Ele estava sentado na grama que parecia mais fofa e macia, sentia-se abraçar pelo verde reluzente, e podia vislumbrar borboletas de todas as cores rodeando o lugar. Suspirava ao recordar a mulher que percorria sua pele, a essência dela permanecia nele como águas tranquilas, a paz invadia seu ser ao recordar sua voz como delirante melodia. Em outras eras poderiam ter tido a oportunidade de se conhecerem, mas hoje ela era como um sonho nunca alcançado e um beijo jamais sentido. As borboletas pareceram passear por seu estômago quando percebeu a chegada dela do outro lado daquele cruel espelho que os dividia e nunca a deixaria saber dele. Se levantou com um sorriso bobo e olhos iluminados acompanharam os movimentos sutis dela. Ela fitou a barreira que não sabia existir e começou a despir-se de suas vestes. A camisa branca aberta botão por botão e as calças descendo por suas esbeltas coxas.

- Ela é uma deusa... uma escultura... meu Deus - Quase tonteou com a visão de seu maiô esportivo - Que falta de cavalheirismo meu! - Reprovou seu próprio desejo e virou de costas.

O sol refletiu na água e parecia banhar a Terra quase colada para a admirar também. Ele ouviu quando a mesma mergulhou, a água balançou estremecida pela honra de a sentir, seu mundo pareceu colidir com a paixão ao pensar em seu corpo e suas curvaturas tão perfeitamente desenhadas. As estrelas a veneravam junto a ele. Os pés dela pisaram no gramado e o floriu como jamais o próprio solo o faria. Era divina sua luz, nada se comparava ao seu esplendor, não precisava se esforçar para cativar e isso lhe fazia naturalmente apaixonante.
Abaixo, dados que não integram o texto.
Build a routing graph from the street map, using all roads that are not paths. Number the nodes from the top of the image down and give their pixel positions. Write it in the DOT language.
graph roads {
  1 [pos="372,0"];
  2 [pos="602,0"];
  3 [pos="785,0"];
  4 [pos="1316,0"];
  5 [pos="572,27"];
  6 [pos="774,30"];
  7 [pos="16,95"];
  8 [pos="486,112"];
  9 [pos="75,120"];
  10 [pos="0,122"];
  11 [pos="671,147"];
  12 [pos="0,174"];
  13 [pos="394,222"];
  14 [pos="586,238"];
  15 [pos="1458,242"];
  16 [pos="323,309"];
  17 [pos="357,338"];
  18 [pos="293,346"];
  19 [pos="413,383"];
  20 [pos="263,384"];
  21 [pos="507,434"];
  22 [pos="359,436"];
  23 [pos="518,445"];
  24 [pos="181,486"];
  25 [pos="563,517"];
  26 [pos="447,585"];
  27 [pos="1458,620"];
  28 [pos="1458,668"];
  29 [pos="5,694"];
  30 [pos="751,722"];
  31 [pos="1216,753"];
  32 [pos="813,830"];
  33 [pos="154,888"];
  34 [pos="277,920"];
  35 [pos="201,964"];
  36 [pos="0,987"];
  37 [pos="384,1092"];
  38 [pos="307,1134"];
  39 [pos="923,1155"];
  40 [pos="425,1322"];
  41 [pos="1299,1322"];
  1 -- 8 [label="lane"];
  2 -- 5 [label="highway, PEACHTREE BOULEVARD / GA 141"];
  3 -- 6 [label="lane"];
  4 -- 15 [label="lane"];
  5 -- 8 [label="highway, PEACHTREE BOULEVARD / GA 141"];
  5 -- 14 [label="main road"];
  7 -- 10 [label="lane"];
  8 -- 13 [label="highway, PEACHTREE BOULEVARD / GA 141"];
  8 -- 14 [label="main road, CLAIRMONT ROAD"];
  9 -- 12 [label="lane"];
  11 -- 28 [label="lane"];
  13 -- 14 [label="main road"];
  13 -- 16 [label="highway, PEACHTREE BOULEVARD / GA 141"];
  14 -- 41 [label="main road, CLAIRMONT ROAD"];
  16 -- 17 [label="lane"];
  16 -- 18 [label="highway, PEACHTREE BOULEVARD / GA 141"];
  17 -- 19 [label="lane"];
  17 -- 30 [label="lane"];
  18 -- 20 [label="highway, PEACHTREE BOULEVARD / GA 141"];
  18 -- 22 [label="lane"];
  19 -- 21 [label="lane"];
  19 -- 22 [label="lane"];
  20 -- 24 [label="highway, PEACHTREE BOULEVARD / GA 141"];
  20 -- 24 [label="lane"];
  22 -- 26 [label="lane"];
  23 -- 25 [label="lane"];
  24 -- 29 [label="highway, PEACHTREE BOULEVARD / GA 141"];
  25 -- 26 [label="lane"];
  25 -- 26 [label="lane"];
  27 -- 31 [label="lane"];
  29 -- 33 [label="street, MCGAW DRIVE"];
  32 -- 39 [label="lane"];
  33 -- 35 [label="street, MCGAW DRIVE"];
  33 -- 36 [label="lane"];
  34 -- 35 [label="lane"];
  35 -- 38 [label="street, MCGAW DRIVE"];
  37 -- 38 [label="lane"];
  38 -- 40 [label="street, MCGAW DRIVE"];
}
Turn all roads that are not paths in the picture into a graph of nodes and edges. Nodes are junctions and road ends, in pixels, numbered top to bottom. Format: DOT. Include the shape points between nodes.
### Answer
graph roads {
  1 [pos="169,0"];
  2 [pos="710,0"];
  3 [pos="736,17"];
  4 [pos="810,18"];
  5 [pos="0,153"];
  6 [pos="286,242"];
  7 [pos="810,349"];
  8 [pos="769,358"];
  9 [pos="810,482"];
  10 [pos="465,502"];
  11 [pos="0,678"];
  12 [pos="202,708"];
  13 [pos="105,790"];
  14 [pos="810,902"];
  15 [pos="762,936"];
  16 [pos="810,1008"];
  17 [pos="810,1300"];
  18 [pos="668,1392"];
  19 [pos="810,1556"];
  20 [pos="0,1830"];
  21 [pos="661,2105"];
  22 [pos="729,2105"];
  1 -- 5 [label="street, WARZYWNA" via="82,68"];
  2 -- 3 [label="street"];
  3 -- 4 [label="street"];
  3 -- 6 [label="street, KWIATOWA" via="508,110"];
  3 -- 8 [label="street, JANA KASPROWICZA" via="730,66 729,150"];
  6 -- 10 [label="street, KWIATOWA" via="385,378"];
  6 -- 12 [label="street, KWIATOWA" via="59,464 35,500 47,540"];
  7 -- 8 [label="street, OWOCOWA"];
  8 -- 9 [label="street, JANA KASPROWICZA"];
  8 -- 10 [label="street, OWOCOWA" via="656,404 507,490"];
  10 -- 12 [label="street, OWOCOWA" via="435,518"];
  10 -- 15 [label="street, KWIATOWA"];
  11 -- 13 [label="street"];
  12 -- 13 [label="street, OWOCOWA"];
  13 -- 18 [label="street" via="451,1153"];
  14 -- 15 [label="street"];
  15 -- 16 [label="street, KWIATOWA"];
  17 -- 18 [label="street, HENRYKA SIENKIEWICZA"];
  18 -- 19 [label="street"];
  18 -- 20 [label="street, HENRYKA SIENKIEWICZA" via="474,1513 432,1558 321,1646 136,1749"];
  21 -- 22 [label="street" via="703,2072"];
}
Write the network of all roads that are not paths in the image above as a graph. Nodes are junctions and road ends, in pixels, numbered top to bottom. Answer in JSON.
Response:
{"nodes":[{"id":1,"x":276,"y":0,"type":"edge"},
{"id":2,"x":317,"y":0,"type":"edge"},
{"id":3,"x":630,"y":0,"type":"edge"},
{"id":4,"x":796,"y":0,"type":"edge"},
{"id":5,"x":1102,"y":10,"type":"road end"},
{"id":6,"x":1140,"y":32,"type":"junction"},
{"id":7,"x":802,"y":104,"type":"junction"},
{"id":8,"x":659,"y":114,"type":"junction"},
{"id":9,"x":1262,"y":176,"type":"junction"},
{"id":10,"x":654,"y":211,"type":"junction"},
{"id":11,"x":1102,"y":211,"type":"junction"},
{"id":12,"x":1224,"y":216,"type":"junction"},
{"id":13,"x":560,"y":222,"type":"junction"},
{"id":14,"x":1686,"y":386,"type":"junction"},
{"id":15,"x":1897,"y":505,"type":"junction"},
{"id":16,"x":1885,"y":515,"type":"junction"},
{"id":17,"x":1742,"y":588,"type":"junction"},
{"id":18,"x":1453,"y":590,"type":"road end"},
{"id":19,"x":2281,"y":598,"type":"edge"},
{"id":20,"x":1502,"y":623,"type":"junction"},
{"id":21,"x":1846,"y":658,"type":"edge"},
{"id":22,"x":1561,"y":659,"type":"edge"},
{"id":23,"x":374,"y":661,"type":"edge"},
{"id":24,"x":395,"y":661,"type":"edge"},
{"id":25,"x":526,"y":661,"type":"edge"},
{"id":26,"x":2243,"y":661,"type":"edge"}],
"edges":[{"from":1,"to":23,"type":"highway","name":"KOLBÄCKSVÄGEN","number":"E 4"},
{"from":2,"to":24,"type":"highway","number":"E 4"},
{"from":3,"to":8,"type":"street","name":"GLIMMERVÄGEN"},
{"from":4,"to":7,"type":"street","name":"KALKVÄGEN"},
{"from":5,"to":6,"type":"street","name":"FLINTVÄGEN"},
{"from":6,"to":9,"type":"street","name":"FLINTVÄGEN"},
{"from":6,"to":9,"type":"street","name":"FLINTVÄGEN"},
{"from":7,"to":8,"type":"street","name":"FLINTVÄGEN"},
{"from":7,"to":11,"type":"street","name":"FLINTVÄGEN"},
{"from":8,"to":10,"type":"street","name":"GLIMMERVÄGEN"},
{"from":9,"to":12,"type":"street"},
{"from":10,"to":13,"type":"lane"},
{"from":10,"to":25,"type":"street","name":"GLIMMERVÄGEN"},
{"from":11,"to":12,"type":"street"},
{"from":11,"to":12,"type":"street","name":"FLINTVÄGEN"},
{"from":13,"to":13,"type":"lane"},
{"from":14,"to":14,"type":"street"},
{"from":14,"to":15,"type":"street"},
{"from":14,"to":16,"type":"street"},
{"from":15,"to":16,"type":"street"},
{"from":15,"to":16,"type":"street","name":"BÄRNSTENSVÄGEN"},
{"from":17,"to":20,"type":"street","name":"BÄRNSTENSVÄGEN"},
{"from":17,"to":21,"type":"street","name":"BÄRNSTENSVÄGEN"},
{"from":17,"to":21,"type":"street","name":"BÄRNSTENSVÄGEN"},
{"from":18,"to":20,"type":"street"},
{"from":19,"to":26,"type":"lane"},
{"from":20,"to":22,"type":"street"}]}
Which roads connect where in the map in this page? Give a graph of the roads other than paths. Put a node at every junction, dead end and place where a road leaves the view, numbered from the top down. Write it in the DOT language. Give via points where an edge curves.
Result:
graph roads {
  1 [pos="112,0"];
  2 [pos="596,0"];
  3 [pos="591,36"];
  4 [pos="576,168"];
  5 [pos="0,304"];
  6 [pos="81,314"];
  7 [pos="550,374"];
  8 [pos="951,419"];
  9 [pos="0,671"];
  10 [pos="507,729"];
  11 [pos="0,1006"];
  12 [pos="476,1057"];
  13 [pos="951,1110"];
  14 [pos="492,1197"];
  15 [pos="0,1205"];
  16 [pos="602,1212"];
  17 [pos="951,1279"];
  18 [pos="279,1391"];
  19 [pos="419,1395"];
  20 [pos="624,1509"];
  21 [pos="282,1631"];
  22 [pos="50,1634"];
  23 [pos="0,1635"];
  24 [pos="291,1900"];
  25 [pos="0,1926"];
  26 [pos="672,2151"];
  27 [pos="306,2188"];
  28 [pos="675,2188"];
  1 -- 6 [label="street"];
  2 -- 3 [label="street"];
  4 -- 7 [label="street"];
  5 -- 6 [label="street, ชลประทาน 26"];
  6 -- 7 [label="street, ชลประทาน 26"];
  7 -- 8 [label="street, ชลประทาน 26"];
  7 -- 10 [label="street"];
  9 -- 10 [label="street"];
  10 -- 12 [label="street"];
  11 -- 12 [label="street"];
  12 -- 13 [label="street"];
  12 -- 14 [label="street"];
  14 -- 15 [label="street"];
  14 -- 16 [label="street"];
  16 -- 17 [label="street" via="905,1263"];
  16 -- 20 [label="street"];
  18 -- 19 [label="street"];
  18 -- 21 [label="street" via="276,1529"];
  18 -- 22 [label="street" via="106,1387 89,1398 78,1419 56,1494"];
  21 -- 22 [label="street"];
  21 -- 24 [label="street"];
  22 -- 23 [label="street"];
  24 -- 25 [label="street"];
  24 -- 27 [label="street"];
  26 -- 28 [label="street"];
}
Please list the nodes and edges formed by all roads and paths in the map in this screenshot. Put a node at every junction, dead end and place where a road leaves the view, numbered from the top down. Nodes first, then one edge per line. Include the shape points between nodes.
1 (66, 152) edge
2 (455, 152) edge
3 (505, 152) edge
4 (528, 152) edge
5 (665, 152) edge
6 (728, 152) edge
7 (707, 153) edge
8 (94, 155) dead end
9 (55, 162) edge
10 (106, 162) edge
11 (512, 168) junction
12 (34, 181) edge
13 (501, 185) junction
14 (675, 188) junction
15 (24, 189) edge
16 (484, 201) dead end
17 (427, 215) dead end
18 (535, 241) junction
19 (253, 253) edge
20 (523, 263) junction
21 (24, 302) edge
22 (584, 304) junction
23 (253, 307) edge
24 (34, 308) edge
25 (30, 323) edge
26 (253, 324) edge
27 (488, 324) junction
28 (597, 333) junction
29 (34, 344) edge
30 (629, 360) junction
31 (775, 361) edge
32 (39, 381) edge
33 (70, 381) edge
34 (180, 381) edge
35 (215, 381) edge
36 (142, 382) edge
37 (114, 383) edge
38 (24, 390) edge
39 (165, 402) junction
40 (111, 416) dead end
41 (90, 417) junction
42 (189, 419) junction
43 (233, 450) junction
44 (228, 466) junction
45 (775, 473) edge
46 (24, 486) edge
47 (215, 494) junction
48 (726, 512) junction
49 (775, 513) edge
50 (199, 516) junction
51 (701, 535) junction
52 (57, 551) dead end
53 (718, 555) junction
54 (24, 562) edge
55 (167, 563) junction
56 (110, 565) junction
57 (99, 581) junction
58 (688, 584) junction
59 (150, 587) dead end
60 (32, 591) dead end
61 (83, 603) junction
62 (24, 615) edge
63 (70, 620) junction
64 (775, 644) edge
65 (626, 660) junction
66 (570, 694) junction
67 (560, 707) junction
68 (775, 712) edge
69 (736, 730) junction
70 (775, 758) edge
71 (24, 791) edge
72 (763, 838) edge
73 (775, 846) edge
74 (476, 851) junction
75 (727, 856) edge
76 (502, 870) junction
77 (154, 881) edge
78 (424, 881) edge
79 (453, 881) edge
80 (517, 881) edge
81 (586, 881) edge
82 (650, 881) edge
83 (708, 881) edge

Para si ela era como um diamante polido e mesmo assim uma fera habitava suas órbitas. Ela era fogo e mar, paraíso e inferno, perdição e salvação. Passou as mãos pelo rosto sentindo-se a beira da insanidade ao pensar como seria o sabor dos lábios tentadores, imaginava que fosse doce como a mais saborosa fruta. Se agachou no gramado, ainda de costas, e viu rosas abrindo e virou-se rápido sabendo o que significava.

- Minha bela!

Levantando para quase cair de joelhos a viu com os cabelos lambidos para trás ainda mais negros como a noite. O corpo pingava a água do lago e ele invejou os pingos que deslizavam por aquela delicada pele. Ela observava a barreira que não sabia existir e o homem sentiu que não respirava a tendo tão perto mesmo que não o visse. Sua mão tremeu para encostar a dela que de seu lado ficava apenas parada no ar e do lado dele estremecia a barreira fazendo ondas magnéticas. Ele tocou a mão dela pelo espelho e pôde ter a impressão de mais uma vez sentir o formigar de seu calor. Ela deu um passo para trás com uma expressão de susto e o próprio perdeu o contato viciante com um pouco dela. Um suspiro o deixou e seu coração pareceu bater junto com os pássaros levantando voo ali. Um sonho impossível de cumprir, a paixão adormecida, suas asas e também seu abismo.